Una foto che sembra cogliere quanto detto dal curatore è quella dal titolo: Bosco ceduo innevato, Studio 1 Wakkanai Hokkaido, Giappone 2004. Tutto è perfetto: luce, neve, alberi … e di fronte ad essa si prova un senso di quiete, dolcezza, candore, silenzio. Mentre Castello di Felina Castelnuovo ne' Monti (Reggio Emilia) Italia 2008, ci rimanda al castello arroccato in cima, invalicabile, pieno di mistero; ricordi di tante fiabe ascoltate o lette, che evocano storie di magia e di incantesimi.
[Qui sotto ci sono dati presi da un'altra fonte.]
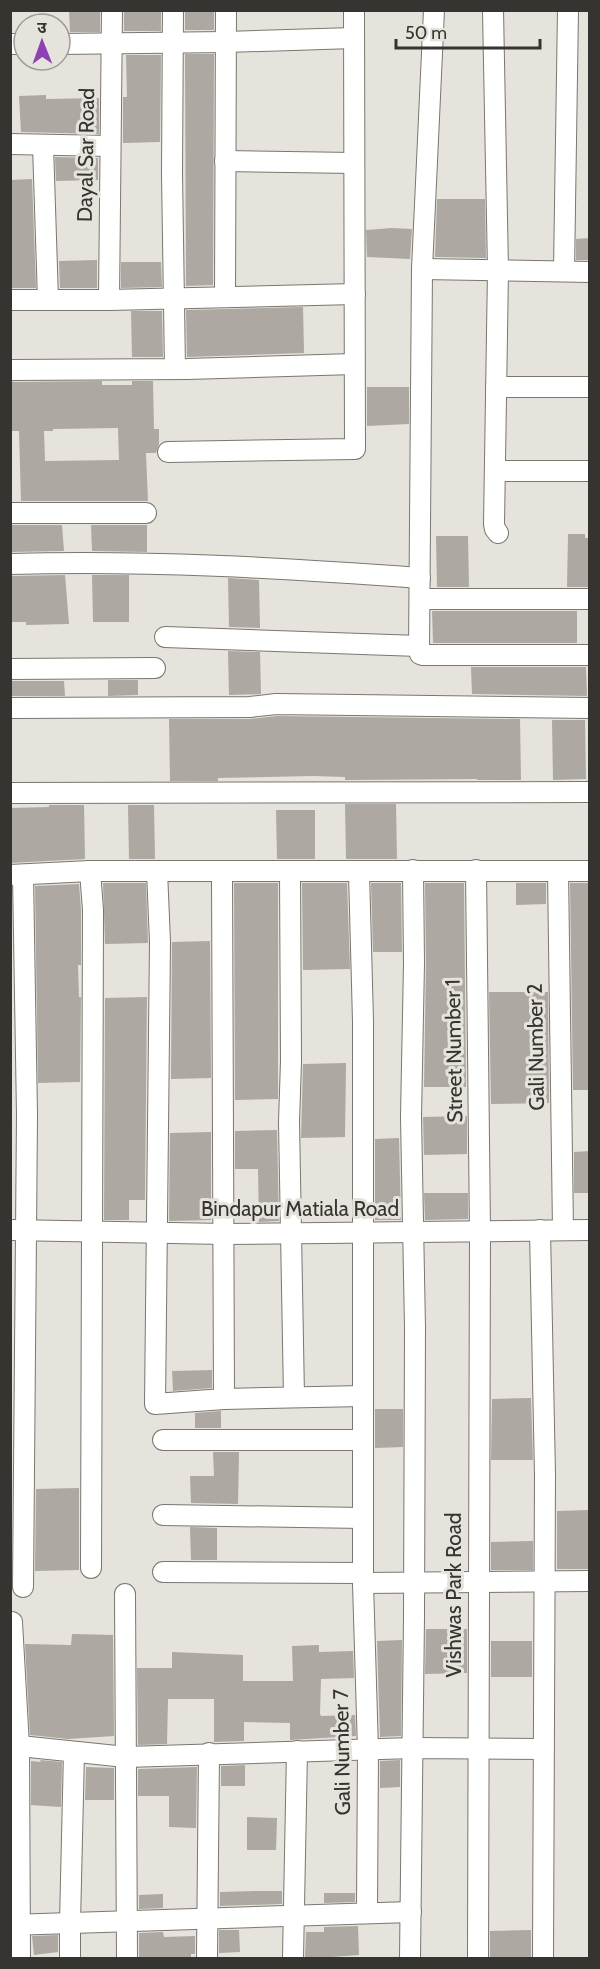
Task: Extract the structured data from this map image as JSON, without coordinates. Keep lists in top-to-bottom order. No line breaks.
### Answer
{"streets":{"street":["Dayal Sar Road","Gali Number 2","Street Number 1","Bindapur Matiala Road","Vishwas Park Road","Gali Number 7"]},"crossings":[["Gali Number 2","Bindapur Matiala Road"],["Street Number 1","Bindapur Matiala Road"],["Street Number 1","Vishwas Park Road"],["Bindapur Matiala Road","Vishwas Park Road"],["Bindapur Matiala Road","Gali Number 7"]],"scale_bar":"50 m","north":"top"}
Una sensazione esattamente contrastante e diversa si coglie dalle foto dai vari titoli: Scarpe delle vittime, o Forno crematorio o Resti di capelli umani fotografate da Kenna negli anni novanta e facenti parte del catalogo Impossibile dimenticare. Foto piene di durezza, legate al dolore e alla sofferenza. Ci mette di fronte ai luoghi dove milioni di corpi sono stati straziati. Kenna si è recato nei luoghi dei campi di concentramento per ritrarre quelle testimonianze che ancora rimangono affinché non si dimentichi l'orrore dell' Olocausto. Riproporre queste 20 foto è molto importante perché negli ultimi anni il pensiero revisionista e il ritorno di formazioni di tipo neonazista stanno negando lo sterminio degli ebrei nei campi di concentramento.

Dal catalogo Skirà leggiamo che Ferdinando Scianna, uno dei fotografi italiani più noti, parla delle immagini di Kenna, come «… illuminate da una luce fisica e da un sentimento costante,…un atteggiamento estetico più da pittore che da fotografo» e aggiunge che « … è inconfondibile nelle fotografie di Kenna la materia, la luce, il clima psicologico».
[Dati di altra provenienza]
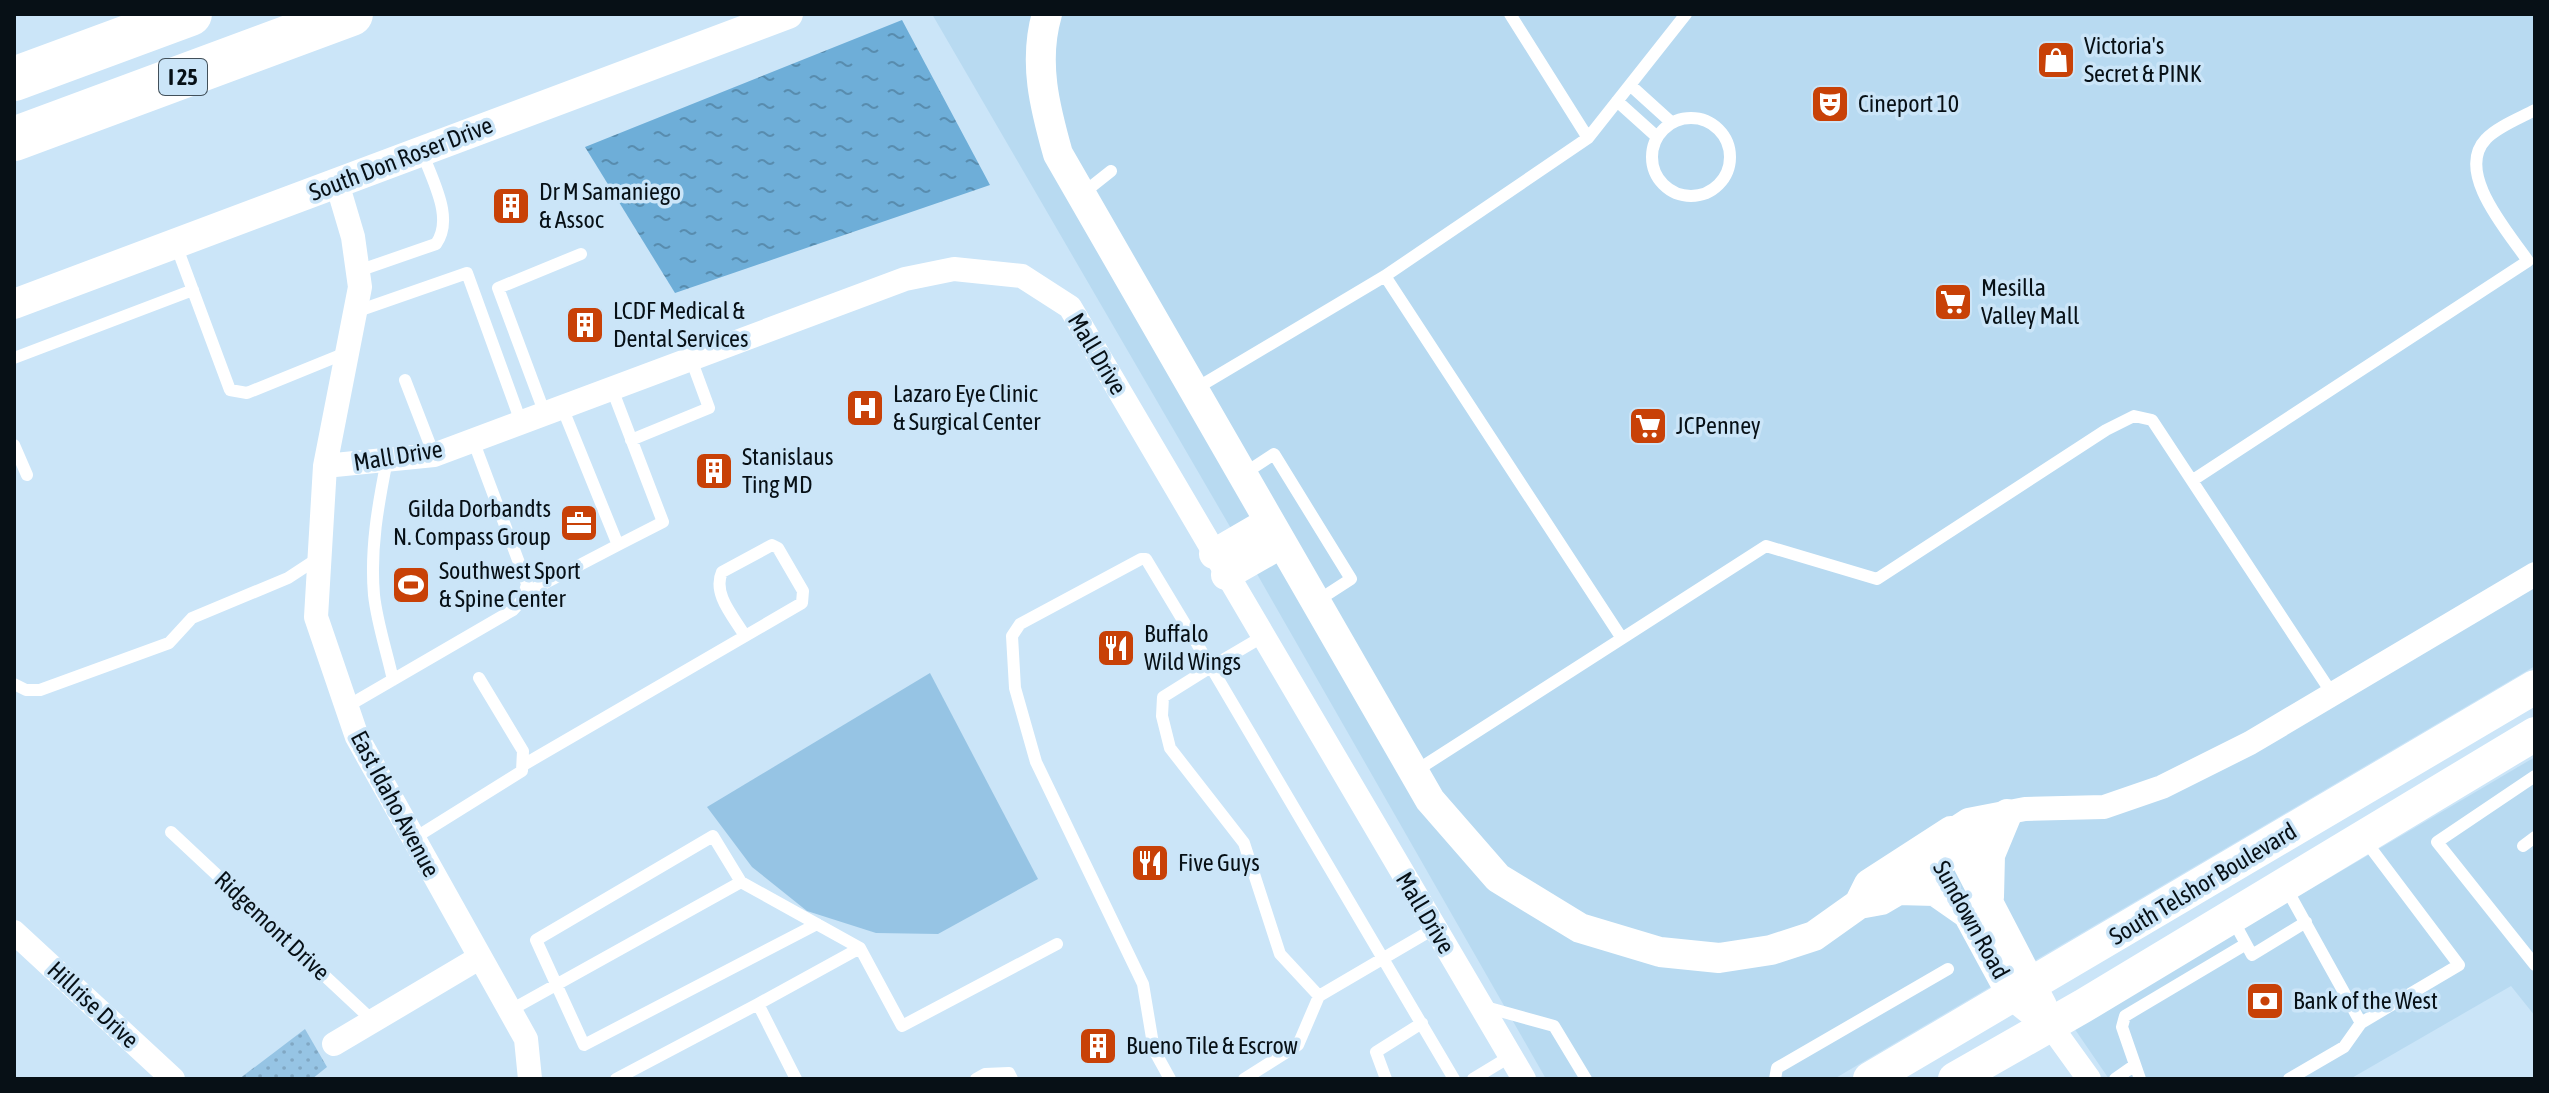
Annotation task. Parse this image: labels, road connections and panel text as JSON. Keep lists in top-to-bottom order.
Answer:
{
  "streets": {
    "highway": ["I 25"],
    "main road": ["South Telshor Boulevard"],
    "street": [
      "South Don Roser Drive",
      "Mall Drive",
      "East Idaho Avenue",
      "Sundown Road",
      "Hillrise Drive"
    ],
    "lane": ["Ridgemont Drive"]
  },
  "crossings": [
    ["South Don Roser Drive", "East Idaho Avenue"],
    ["Mall Drive", "East Idaho Avenue"],
    ["South Telshor Boulevard", "Sundown Road"]
  ],
  "places": {
    "shop": ["Victoria's Secret & PINK"],
    "theatre": ["Cineport 10"],
    "building": [
      "Dr M Samaniego & Assoc",
      "LCDF Medical & Dental Services",
      "Stanislaus Ting MD",
      "Bueno Tile & Escrow"
    ],
    "supermarket": ["Mesilla Valley Mall", "JCPenney"],
    "hospital": ["Lazaro Eye Clinic & Surgical Center"],
    "office": ["Gilda Dorbandts N. Compass Group"],
    "sports": ["Southwest Sport & Spine Center"],
    "restaurant": ["Buffalo Wild Wings", "Five Guys"],
    "bank": ["Bank of the West"]
  }
}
Però quando Scianna parla «di atmosfere brumose, incerte, malinconiche, mai solari …» non siamo molto d'accordo perché invece troviamo in Kenna un aspetto ironico ed infantile che ci rimanda ai giochi dei bambini, quando da un finestrino si faceva a gara a contare prima e di più degli altri e per questo ci divertiamo a leggere il titolo Centoquattro uccelli o Nove barche o Dieci alberi che sembrano tanti soldatini in fila sopra a una balaustra e Dieci alberi e mezzo. O quando Kenna fotografa le Cinquanta staccionate che ci ricordano un pentagramma senza note musicali, o il Cespuglio non potato, divertente rappresentazione dove a destra e a sinistra si vedono potature perfette e al centro il cespuglio dal ciuffo ribelle. Con questo cogliere e soffermarsi su aspetti anche divertenti, sembra si possa dire che l'artista  consegni a noi spettatori la possibilità di osservare tutto ciò che ci sta attorno con occhi diversi suggerendoci una personale visione.
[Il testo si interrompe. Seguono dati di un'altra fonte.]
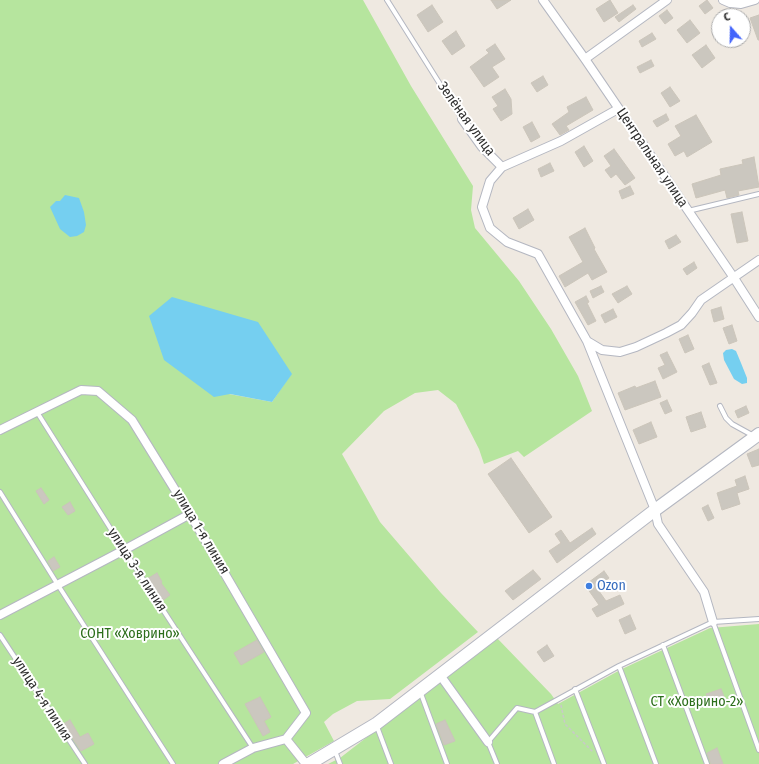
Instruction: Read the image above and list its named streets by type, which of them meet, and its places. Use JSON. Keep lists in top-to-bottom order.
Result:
{
  "streets": {
    "street": ["Зелёная улица", "Центральная улица", "улица 1-я линия"],
    "lane": ["улица 3-я линия", "улица 4-я линия"]
  },
  "crossings": [
    ["Зелёная улица", "Центральная улица"],
    ["улица 1-я линия", "улица 3-я линия"]
  ],
  "parks": ["СОНТ «Ховрино»", "СТ «Ховрино-2»"],
  "places": ["Ozon"],
  "north": "top"
}
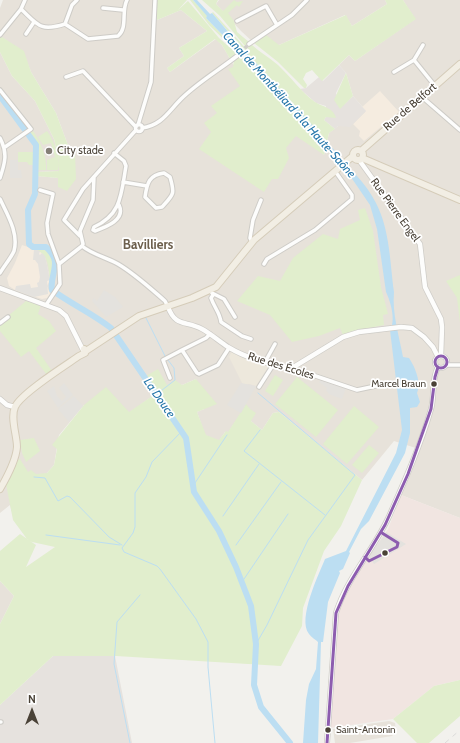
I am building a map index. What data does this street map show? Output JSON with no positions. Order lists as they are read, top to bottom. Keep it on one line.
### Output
{"streets":{"main road":["Rue de Belfort"],"street":["Rue Pierre Engel","Rue des Écoles"]},"districts":["Bavilliers"],"water":["Canal de Montbéliard à la Haute-Saône","La Douce"],"places":["City stade","Marcel Braun","Saint-Antonin"],"north":"top"}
E tutto questo lo si percepisce quando luoghi conosciutissimi, come le piramidi egizie e maya, il ponte Carlo praghese o il Pan di zucchero di Rio de Janiero, le statue dell'Isola di Pasqua, Mont-Saint-Michel, il carro di Apollo a Versailles e tanti altri, vengono ripresi da Kenna in un modo molto particolare. E come dice Pierre Borhan, storico della fotografia Kenna « … non apprezza le vedute a effetto, dai colori flashy, genere “cartolina”, né tantomeno i rilievi descrittivi del tipo “stato di fatto” perché lui “…da un viaggio, riporta dei paesaggi che ha apprezzato come solo uno spettatore che li osserva con rispetto può fare, uno spettatore che se ne appropria con simpatia e se ne lascia impregnare. I luoghi hanno bisogno di complicità per condividere ciò che li abita. Occorre volere, potere e sapere dedicare loro l'attenzione che meritano. Occorre anche sapervisi integrare. Dotato di uno sguardo intuitivo, Kenna sa tutto questo, come sa trasfigurarli».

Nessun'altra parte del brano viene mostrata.